Лет пять-шесть назад смотрел по итальянскому ТВ документальный фильм с воспоминаниями о Второй Мировой. В нем военная хроника перемежалась с интервью, взятыми у советских ветеранов и тех, кто служил в немецком вермахте, в муссолиниевской армии. Среди прочих был дед из бывших альпийских стрелков. Его снимали на фоне домашней стены, где висел мундир, награды, оружие.
Рассказывал как по писаному: передвижения войск, названия частей... Меня крепко раздражала безличная манера повествования: ни малейших следов оценок режима, пославшего его за тридевять земель. Этос "винтика", размышляющего внутри приказа.
И вдруг... Прозвучал вопрос о друзьях на Восточном фронте. И прежде каменный дед "поплыл".
На его руках при отступлении от Сталинграда (бой под Николаевкой 26 января 1943-го года) от ранения и холода скончался близкий друг, земляк. Они с остатками дивизии Тридентина успели вырваться из окружения, но многие умерли на марше от обморожения и истощенности. Выжившие походили на тени и командование решило эвакуировать их на родину.

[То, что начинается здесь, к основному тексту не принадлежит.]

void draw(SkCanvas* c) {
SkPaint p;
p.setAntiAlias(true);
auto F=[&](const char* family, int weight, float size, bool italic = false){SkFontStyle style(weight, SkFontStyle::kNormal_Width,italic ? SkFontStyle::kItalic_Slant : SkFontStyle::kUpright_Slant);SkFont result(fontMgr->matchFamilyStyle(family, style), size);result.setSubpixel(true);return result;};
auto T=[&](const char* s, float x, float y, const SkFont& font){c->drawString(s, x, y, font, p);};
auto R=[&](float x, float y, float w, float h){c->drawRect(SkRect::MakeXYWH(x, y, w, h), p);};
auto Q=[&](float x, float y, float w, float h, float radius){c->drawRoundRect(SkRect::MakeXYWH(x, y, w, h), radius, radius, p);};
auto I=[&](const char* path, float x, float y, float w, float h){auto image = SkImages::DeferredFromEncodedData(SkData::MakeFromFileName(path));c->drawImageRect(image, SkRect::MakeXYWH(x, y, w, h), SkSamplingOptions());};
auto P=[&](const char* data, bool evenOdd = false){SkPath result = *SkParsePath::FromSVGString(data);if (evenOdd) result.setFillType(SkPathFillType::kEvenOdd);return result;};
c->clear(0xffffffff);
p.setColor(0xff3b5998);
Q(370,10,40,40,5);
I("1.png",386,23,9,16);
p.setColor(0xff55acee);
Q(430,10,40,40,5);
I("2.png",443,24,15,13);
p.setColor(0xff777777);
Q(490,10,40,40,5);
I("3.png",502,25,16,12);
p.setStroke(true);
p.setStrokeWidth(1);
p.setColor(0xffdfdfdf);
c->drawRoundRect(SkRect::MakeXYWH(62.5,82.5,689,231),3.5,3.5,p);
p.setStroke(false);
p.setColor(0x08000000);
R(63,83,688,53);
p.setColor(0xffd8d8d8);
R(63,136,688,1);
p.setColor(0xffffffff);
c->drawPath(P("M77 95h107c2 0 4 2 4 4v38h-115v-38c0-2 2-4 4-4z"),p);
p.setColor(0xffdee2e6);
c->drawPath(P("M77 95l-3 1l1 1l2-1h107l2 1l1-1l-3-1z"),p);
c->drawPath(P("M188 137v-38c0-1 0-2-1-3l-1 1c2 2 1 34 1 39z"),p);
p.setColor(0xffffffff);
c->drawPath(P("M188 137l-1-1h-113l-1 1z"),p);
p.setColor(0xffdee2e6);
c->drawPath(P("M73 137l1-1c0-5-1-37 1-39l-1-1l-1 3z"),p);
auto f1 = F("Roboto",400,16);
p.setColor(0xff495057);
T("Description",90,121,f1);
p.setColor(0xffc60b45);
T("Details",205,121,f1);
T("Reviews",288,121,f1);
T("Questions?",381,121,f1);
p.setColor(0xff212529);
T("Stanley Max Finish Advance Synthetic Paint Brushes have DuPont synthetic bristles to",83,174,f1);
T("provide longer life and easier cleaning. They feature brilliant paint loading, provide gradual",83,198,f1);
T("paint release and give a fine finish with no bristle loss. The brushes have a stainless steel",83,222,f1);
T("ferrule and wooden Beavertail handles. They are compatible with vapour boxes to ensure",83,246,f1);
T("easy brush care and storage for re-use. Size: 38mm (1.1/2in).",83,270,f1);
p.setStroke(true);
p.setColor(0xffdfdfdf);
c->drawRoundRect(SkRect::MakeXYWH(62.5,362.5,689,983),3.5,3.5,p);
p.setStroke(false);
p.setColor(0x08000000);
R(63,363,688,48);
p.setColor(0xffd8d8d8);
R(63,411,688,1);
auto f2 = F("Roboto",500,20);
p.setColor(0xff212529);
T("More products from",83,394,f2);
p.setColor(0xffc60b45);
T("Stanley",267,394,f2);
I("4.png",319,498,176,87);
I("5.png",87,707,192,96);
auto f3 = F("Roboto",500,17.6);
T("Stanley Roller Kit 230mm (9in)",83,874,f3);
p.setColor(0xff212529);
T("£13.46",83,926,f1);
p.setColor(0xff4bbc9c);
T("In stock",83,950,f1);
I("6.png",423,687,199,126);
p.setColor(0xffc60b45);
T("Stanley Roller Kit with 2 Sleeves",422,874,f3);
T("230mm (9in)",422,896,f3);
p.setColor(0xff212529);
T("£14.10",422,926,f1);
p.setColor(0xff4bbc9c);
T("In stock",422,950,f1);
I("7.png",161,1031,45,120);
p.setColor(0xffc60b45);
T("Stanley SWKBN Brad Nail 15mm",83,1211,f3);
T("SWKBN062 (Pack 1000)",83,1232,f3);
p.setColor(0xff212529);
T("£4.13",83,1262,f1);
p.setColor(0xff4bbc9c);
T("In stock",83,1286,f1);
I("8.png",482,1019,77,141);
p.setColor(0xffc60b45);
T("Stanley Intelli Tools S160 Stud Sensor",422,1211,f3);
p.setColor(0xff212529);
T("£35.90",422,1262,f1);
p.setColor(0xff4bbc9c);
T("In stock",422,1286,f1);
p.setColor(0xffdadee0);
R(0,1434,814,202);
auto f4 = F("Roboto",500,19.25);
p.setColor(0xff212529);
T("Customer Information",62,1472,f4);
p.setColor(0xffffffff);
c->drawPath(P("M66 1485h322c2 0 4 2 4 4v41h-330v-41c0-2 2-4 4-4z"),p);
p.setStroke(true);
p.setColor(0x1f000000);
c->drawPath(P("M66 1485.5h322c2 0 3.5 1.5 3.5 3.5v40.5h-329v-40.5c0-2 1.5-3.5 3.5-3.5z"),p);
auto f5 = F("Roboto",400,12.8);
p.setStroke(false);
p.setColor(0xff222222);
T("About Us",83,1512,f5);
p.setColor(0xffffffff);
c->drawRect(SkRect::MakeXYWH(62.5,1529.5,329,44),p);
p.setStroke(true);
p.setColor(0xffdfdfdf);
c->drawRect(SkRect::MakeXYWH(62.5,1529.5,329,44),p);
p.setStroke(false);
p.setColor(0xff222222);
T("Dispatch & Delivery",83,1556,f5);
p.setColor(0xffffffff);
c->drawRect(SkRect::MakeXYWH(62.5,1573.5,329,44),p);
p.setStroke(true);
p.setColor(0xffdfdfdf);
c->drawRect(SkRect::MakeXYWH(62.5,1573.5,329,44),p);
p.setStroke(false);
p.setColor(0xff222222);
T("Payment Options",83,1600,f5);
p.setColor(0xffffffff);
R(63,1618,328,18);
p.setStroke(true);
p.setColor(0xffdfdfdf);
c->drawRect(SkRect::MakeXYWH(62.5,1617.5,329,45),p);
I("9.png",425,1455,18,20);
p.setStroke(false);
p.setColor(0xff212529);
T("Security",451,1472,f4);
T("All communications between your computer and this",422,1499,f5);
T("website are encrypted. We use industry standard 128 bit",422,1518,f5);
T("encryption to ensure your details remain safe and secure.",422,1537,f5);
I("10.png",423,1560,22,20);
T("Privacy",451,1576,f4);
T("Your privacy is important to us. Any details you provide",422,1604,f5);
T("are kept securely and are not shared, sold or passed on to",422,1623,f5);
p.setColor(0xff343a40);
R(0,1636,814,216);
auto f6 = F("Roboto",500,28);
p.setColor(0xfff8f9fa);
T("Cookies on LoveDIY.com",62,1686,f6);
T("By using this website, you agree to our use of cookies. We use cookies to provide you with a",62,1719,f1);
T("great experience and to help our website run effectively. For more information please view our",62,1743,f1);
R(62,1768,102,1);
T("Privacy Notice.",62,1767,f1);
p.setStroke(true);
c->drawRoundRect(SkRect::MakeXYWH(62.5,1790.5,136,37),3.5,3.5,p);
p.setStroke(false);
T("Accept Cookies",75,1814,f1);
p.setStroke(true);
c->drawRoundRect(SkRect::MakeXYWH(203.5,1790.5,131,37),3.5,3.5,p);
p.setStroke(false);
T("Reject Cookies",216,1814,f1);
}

Дорогой в поезде этот человек вспоминал, как друг писал письма жене, представлял сцены своего возвращения, клялся, что никогда больше не позволит превратить себя в солдата и просил... "когда кончится ад", чтобы она пришла встречать его на вокзал в любимом белом платье.
Когда поезд прибыл в Тренто, на перроне в толпе встречавших была жена друга. В белом платье.
Впервые вспомнив эту сцену спустя 60 лет, дед заревел. Сначала беззвучно, потом - в голос, пряча лицо в ладонях.
На экране был уже не вояка, бубнящий про долг, а крестьянин с Севера Апеннин, которого мобилизовали, выдернули из привычной жизни и отправили убивать людей, о которых он не имел ни малейшего представления, к которым не испытывал ни ненависти, ни любви.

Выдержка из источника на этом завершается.